1. ‘Sunday at the Pool in Kigali’ by Gil Courtemanche
2. ‘The Mystic Masseur’ by V.S. Naipaul
3. ‘This Side of Paradise’ by Scott F. Fitzgerald
4. ‘The Root of His Evil’ by James.M. Cain
5. ‘The Search Warrant’ by Patrick Modiano
6. ‘A Man, A Home, and A World’ by Jayakanthan S
7. ‘The Prime of Miss Jean Brodie’ by Muriel Spark
8. ‘Bullitt’ by Robert L. Pike
9. ‘Yakshi’ by Malayatoor Ramakrishnan
10. ‘The Bang Bang Birds’ by Adam Diment
11. ‘Tim’ by Colleen McCullough
12. ‘Samskara’ by U.R. Ananthamurthy

Still Reading
1. ‘Of Human Bondage’ by Somerset Maugham
2. ‘Trapped’ by Narendrapal Singh
3. ‘So Many Books So Little Time’ by Sara Nelson

I am glad I got read so many books. I enjoyed reading all these books except ‘Principles of Literary Criticism’ which was a tough read, and ‘Trapped’ by Narendrapal Singh that I have yet to finish is one of the most stupid books I’ve ever read, and I don’t know why I want to read it until the end. I reckon I will read another half a dozen books before the Lockdown ends here.

Friday, May 01, 2020

The One and Only Dave Barry

There are humour writers and then there’s Dave Barry. He is perhaps the only humour writer who won the Pulitzer Prize. Personally I rate him as the funniest writer in the world whose articles make me almost roll on the floor laughing. Discovering Dave Barry’s columns was one of the luckiest things in my life.

I first discovered Dave Barry’s writings in ‘The Asian Age’ newspaper that carried his columns in its Sunday editions.

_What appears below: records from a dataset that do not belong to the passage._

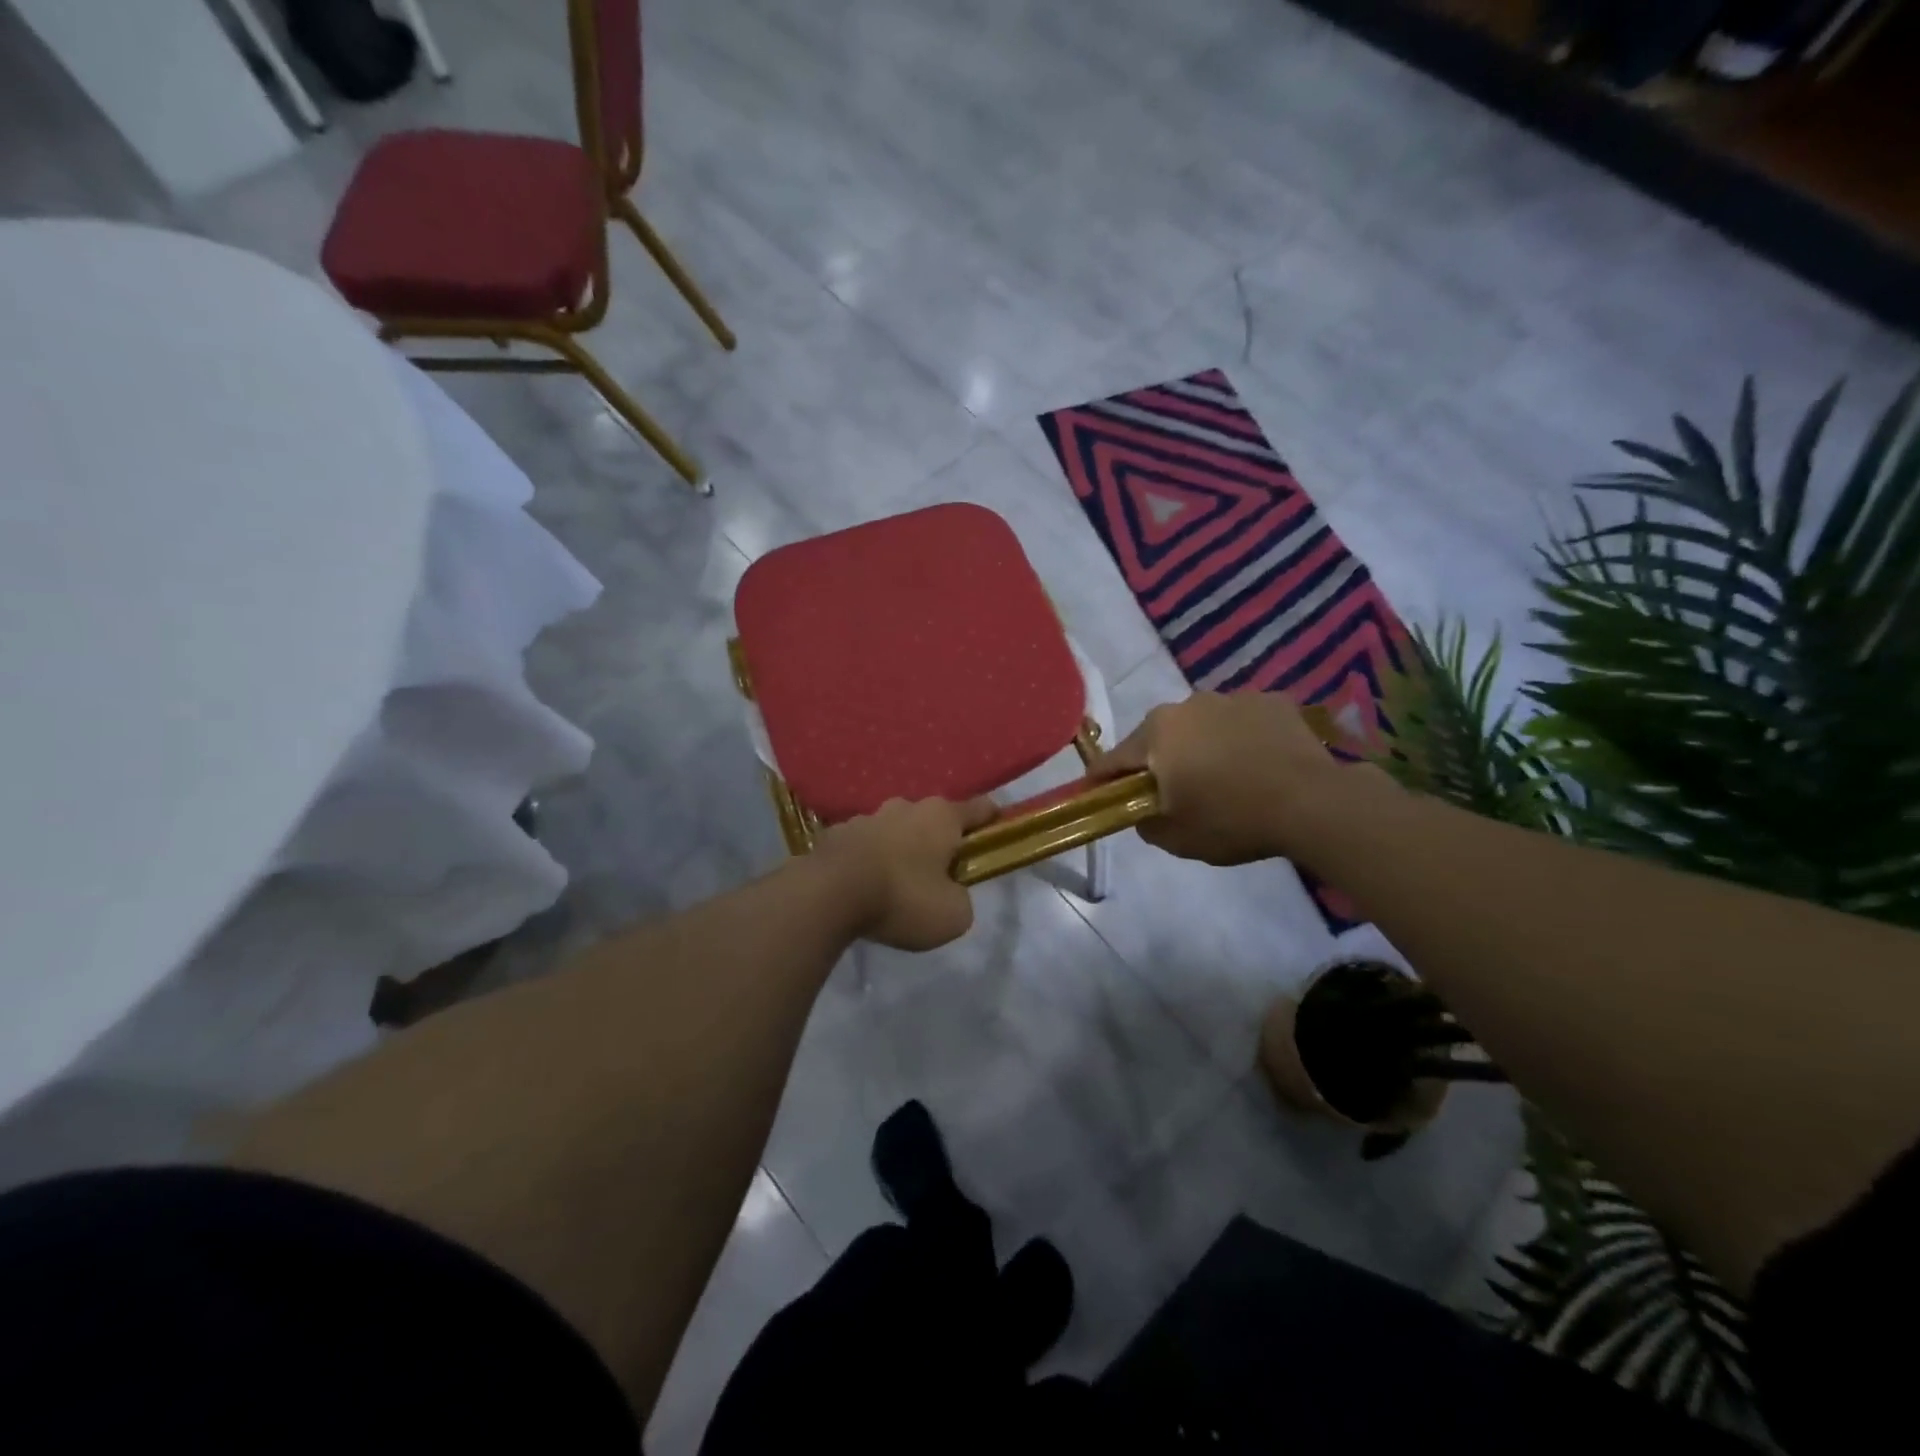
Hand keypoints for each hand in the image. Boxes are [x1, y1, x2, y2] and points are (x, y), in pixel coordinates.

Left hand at [812, 797, 996, 950]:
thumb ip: (962, 899)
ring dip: (901, 849)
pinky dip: (869, 859)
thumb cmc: (902, 899)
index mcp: (942, 817)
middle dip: (939, 841)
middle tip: (939, 875)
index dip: (991, 821)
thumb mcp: (953, 915)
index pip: (980, 808)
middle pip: (933, 819)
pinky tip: (863, 885)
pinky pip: (864, 844)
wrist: (828, 895)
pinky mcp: (837, 833)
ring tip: (895, 884)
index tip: (995, 835)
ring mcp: (868, 816)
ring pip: (895, 830)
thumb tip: (951, 893)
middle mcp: (906, 807)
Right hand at [1091, 691, 1385, 866]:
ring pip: (1200, 725)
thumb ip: (1145, 823)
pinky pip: (1240, 721)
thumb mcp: (1177, 838)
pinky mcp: (1269, 700)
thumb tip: (1141, 810)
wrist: (1313, 802)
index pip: (1114, 759)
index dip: (1102, 780)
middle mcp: (1186, 705)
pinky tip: (1257, 763)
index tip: (1096, 794)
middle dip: (1157, 760)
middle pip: (1157, 737)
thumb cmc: (1233, 820)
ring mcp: (1230, 698)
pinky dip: (1239, 738)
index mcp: (1156, 735)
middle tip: (1171, 790)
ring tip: (1222, 776)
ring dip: (1200, 746)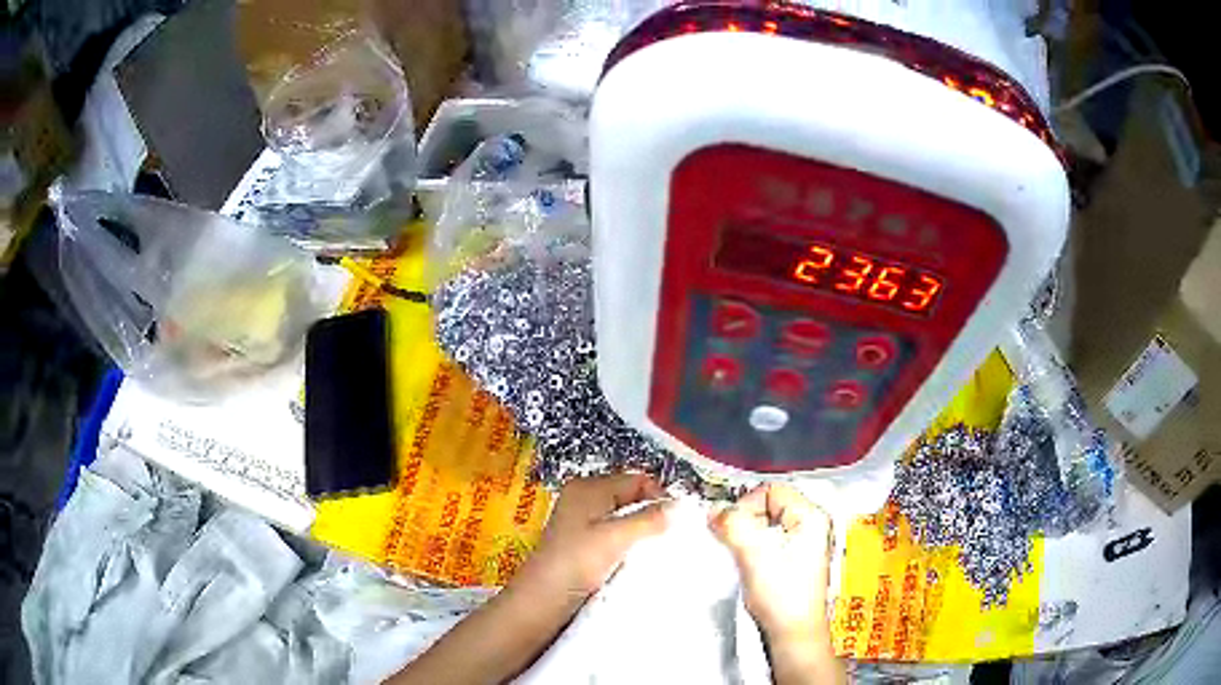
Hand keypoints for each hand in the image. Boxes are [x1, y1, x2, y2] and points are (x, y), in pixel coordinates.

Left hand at [389, 474, 670, 684]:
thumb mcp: (616, 538)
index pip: (637, 480)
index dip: (660, 496)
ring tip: (660, 549)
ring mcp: (582, 521)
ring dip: (642, 531)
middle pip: (631, 497)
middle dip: (653, 513)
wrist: (542, 599)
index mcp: (589, 487)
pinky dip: (629, 543)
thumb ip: (650, 519)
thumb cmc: (576, 562)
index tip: (679, 521)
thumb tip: (682, 505)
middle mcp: (584, 498)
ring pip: (624, 518)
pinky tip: (639, 559)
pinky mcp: (582, 543)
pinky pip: (614, 534)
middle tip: (673, 536)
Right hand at [710, 483, 833, 640]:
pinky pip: (766, 541)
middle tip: (734, 544)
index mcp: (810, 516)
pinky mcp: (792, 560)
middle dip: (745, 521)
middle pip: (767, 506)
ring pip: (764, 525)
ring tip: (739, 556)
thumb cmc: (781, 595)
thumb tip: (714, 509)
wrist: (793, 633)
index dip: (746, 505)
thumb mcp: (754, 555)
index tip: (731, 529)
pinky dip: (751, 547)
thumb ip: (733, 526)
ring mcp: (802, 543)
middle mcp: (809, 525)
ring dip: (746, 536)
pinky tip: (745, 563)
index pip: (770, 491)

I used to eagerly look forward to buy the Sunday’s Asian Age that in those days used to reach Hyderabad the next day. His goofy humour appealed to me and I was glad to learn that there was someone who could write what would appear to others as silly humour. I used to laugh uncontrollably and still do whenever I read his articles. It is another thing that there are very few things that can make me laugh in that manner.

I did not realize Dave Barry also wrote books until I accidentally found a copy of ‘Dave Barry Does Japan’ in the Gangarams store in Hyderabad. It was in a discount shelf that I chanced upon this wonderful and extremely funny book. I was so happy to find it that I began to search for his other titles that were listed inside the book. Not very long after that I found a hard cover copy of ‘Dave Barry Turns 40’. Over the years I have bought more than a dozen copies of this title and also other Dave Barry titles. Another Dave Barry that I have multiple copies was ‘Dave Barry’s Greatest Hits’ and as the title says it has some of Dave Barry’s funniest pieces.

Along the way I found ‘Dave Barry is Not Making This Up’ and also ‘Dave Barry is Not Taking This Sitting Down’ and his other titles. I was the happiest when I found a nice copy of ‘Dave Barry’s Guide to Guys’ and later a beautiful hardcover copy of ‘Dave Barry’s Guide to Life’. I am finding it difficult to say how incredibly funny Dave Barry is. Others may find his humour to be juvenile but I think his humour is in a different class in itself.

Unable to bear the tension of waiting for his new title to turn up in the bookstores here and one would never find copies of Dave Barry titles in any store since I used to find them second hand on the pavements or the second hand book stores. I asked a relative in the US who was visiting to get me a copy of ‘Boogers are My Beat’ and my brother who also stays in the US brought ‘Dave Barry’s Money Secrets’. I have found almost all books written by Dave Barry except a couple like ‘Claw Your Way to the Top’ and another title I am not able to recollect now.
So far I have managed to find almost two dozen of his titles. It is interesting that he also wrote two novels one of which was ‘Big Trouble’ that I did not particularly like. But I love all his other books that I think are some of the best cures for bad moods.